Ahora bien, la antipatía era mutua. Para empezar, ambas hermanas eran diferentes en casi todo. Baja, rubia, delgada y bonita (con una belleza infantil que le hacía representar mucho menos edad de la que tenía), Helen miraba el mundo a través de sus enormes ojos azules de expresión candorosa, y no tenía nada de hipócrita. Aunque no muy intelectual en sus gustos, sabía llevar una conversación con inteligencia y humildad intelectual que complacía y halagaba a la vez. Era dada al flirteo, aunque sólo cuando no interfería en su trabajo, considerado por Helen con seriedad justificada, pero ligeramente cómica. En realidad para su juventud era una actriz bastante competente, y si bien carecía del brillante fulgor intelectual de la actriz de Shaw, en los papeles sencillos era encantadora, y dos años antes había obtenido éxito resonante y merecido encarnando a Julieta. Yseut tenía plena conciencia de la superioridad artística de su hermana, hecho que de ningún modo contribuía a crear una cordialidad adicional entre ellas.

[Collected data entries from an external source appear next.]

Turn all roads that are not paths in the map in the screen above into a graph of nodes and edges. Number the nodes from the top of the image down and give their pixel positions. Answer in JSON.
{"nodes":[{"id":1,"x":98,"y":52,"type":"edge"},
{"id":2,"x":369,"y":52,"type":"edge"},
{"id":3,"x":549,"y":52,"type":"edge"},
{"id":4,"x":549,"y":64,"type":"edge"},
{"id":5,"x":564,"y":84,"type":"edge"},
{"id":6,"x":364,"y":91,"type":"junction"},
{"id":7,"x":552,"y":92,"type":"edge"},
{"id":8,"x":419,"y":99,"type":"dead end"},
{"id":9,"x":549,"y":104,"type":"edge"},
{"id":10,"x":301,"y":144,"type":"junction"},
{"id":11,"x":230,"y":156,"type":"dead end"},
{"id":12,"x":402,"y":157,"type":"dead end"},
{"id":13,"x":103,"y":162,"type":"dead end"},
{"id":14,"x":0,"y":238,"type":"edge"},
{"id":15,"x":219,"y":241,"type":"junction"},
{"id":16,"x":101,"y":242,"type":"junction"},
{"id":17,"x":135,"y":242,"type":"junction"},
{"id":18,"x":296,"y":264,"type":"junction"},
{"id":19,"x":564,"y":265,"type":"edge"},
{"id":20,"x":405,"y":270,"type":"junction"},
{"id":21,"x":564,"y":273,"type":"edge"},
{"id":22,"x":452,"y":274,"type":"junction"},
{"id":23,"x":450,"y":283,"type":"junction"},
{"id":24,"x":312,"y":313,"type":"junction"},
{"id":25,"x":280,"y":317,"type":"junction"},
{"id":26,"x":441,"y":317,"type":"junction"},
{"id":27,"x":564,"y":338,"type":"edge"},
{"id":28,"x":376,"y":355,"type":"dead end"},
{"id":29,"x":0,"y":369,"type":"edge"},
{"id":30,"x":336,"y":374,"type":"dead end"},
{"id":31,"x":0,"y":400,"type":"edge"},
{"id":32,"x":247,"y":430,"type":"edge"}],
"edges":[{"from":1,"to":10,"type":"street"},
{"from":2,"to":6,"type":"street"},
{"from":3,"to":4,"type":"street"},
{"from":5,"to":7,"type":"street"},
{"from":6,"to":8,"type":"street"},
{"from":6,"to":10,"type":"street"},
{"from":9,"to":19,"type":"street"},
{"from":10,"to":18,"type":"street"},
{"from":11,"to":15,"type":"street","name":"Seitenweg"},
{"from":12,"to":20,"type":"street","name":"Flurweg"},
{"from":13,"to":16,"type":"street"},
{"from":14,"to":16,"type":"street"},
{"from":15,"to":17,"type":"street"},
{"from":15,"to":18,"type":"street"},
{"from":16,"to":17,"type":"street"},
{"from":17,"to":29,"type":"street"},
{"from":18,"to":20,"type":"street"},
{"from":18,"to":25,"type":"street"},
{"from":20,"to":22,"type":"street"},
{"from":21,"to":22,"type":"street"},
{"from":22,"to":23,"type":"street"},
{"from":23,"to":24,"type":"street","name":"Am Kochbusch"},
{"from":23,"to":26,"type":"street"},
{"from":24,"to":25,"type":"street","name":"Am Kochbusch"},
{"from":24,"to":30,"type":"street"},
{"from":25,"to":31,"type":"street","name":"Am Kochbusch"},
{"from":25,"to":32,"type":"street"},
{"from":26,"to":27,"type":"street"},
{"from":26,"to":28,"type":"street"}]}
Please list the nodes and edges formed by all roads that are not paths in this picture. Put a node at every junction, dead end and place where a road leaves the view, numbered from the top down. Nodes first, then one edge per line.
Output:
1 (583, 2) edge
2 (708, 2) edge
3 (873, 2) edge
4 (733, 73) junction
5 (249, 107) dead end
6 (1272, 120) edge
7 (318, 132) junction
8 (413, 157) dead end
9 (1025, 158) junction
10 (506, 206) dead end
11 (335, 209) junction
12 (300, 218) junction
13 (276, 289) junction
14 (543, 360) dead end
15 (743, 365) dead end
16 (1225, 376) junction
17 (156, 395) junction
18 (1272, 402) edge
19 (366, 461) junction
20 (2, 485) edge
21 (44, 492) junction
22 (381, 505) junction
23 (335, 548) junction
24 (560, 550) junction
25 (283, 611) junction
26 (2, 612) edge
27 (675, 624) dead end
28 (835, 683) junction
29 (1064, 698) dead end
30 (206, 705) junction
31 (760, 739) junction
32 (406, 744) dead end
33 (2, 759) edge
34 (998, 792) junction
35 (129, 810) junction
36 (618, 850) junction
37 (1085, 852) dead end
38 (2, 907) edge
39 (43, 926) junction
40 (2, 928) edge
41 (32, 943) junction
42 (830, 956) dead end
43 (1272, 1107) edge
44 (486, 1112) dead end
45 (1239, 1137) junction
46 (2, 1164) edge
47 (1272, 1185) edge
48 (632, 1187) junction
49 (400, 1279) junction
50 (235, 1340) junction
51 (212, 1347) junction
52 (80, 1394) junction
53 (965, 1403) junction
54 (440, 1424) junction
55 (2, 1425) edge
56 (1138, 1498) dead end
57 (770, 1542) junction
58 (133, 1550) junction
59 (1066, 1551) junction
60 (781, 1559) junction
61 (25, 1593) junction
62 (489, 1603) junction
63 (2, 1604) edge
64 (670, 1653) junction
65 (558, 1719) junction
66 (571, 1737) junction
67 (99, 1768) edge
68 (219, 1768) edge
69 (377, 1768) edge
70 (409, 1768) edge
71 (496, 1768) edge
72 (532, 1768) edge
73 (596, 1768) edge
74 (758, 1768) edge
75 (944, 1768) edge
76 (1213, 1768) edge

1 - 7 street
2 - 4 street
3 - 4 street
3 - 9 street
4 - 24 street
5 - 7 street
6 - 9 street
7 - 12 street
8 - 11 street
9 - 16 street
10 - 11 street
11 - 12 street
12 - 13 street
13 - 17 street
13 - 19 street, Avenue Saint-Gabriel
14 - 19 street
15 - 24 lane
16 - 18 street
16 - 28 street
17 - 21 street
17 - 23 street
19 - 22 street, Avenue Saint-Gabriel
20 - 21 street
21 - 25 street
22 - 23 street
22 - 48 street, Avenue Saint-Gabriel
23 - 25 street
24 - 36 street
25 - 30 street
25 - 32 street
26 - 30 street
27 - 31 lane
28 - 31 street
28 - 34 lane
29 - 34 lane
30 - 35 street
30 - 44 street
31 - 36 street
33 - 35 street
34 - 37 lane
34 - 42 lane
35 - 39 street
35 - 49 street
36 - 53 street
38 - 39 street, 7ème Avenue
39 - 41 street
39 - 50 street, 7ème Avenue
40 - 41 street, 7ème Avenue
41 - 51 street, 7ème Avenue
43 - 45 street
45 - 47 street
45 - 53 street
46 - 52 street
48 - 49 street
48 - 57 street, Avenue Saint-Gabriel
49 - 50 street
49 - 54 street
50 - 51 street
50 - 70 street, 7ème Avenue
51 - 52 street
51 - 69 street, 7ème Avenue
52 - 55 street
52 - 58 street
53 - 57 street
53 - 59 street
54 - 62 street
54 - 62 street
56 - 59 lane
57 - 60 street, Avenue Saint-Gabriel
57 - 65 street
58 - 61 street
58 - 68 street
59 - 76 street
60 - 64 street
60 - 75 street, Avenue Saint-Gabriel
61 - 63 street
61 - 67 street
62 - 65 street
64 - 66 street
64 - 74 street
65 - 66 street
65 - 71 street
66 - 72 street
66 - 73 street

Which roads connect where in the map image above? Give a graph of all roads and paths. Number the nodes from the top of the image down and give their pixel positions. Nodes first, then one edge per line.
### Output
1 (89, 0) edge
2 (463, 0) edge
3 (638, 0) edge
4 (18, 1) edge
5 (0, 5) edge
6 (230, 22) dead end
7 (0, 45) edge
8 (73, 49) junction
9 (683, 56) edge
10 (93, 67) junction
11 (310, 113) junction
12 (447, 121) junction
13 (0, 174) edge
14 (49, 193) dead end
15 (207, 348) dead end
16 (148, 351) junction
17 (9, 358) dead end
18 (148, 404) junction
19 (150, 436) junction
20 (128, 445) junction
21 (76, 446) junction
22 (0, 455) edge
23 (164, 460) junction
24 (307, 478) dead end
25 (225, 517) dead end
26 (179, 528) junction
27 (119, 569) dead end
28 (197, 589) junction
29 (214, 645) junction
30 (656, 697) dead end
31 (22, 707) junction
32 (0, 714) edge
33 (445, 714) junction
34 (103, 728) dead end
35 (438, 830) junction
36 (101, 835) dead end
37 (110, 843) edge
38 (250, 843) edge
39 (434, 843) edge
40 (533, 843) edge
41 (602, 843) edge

Helen no había hablado en todo el trayecto. Concentrada, con el ceño ligeramente fruncido, leía Cimbelino, sin terminar de hallarla de su agrado. De vez en cuando, si el tren se detenía demasiado tiempo, soltaba un leve suspiro y miraba por la ventanilla, para en seguida volver la atención al libro. «Un mineral mortal», pensaba; ¿qué demonios querrá decir eso? ¿Y quién es hijo de quién, y por qué?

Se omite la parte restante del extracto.